Records:
══════
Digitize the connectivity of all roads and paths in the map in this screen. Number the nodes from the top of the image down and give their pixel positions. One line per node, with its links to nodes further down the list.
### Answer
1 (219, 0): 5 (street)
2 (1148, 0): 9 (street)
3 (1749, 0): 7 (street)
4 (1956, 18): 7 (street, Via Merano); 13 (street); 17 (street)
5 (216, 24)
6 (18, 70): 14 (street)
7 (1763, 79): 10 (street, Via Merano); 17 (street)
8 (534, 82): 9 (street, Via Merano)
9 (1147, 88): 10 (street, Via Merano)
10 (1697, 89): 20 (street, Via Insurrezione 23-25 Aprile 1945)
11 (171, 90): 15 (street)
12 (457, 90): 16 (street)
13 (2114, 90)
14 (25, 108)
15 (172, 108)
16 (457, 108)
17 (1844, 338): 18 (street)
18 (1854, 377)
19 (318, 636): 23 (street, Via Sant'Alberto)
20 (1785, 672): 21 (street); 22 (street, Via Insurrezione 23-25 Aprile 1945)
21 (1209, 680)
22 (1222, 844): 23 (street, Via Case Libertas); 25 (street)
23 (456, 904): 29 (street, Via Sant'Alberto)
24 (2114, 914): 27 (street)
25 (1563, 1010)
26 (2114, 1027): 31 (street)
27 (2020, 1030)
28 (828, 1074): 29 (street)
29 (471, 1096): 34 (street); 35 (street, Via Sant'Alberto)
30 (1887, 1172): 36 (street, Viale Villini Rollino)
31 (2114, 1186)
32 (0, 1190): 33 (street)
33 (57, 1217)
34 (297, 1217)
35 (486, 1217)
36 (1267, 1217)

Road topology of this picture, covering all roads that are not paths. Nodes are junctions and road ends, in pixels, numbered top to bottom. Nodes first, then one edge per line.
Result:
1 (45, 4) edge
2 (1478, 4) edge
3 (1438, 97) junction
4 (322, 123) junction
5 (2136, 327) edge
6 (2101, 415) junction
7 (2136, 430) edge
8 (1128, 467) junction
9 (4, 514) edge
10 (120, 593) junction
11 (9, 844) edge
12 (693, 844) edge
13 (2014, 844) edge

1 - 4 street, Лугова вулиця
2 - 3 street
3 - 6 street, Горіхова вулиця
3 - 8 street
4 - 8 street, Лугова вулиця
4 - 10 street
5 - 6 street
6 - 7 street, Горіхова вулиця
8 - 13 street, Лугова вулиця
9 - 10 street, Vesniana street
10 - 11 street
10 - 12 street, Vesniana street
══════
Problem requirements: Take the listing above and set it down exactly.

Response to the exercise:
Digitize the connectivity of all roads and paths in the map in this screen. Number the nodes from the top of the image down and give their pixel positions. One line per node, with its links to nodes further down the list.
### Answer
1 (219, 0): 5 (street)
2 (1148, 0): 9 (street)
3 (1749, 0): 7 (street)
4 (1956, 18): 7 (street, Via Merano); 13 (street); 17 (street)
5 (216, 24)
6 (18, 70): 14 (street)
7 (1763, 79): 10 (street, Via Merano); 17 (street)
8 (534, 82): 9 (street, Via Merano)
9 (1147, 88): 10 (street, Via Merano)
10 (1697, 89): 20 (street, Via Insurrezione 23-25 Aprile 1945)
11 (171, 90): 15 (street)
12 (457, 90): 16 (street)
13 (2114, 90)
14 (25, 108)
15 (172, 108)
16 (457, 108)
17 (1844, 338): 18 (street)
18 (1854, 377)
19 (318, 636): 23 (street, Via Sant'Alberto)
20 (1785, 672): 21 (street); 22 (street, Via Insurrezione 23-25 Aprile 1945)
21 (1209, 680)
22 (1222, 844): 23 (street, Via Case Libertas); 25 (street)
23 (456, 904): 29 (street, Via Sant'Alberto)
24 (2114, 914): 27 (street)
25 (1563, 1010)
26 (2114, 1027): 31 (street)
27 (2020, 1030)
28 (828, 1074): 29 (street)
29 (471, 1096): 34 (street); 35 (street, Via Sant'Alberto)
30 (1887, 1172): 36 (street, Viale Villini Rollino)
31 (2114, 1186)
32 (0, 1190): 33 (street)
33 (57, 1217)
34 (297, 1217)
35 (486, 1217)
36 (1267, 1217)

Road topology of this picture, covering all roads that are not paths. Nodes are junctions and road ends, in pixels, numbered top to bottom. Nodes first, then one edge per line.
Result:
1 (45, 4) edge
2 (1478, 4) edge
3 (1438, 97) junction
4 (322, 123) junction
5 (2136, 327) edge
6 (2101, 415) junction
7 (2136, 430) edge
8 (1128, 467) junction
9 (4, 514) edge
10 (120, 593) junction
11 (9, 844) edge
12 (693, 844) edge
13 (2014, 844) edge

1 - 4 street, Лугова вулиця
2 - 3 street
3 - 6 street, Горіхова вулиця
3 - 8 street
4 - 8 street, Лугова вулиця
4 - 10 street
5 - 6 street
6 - 7 street, Горіхова вулиця
8 - 13 street, Лугова вулиця
9 - 10 street, Vesniana street
10 - 11 street
10 - 12 street, Vesniana street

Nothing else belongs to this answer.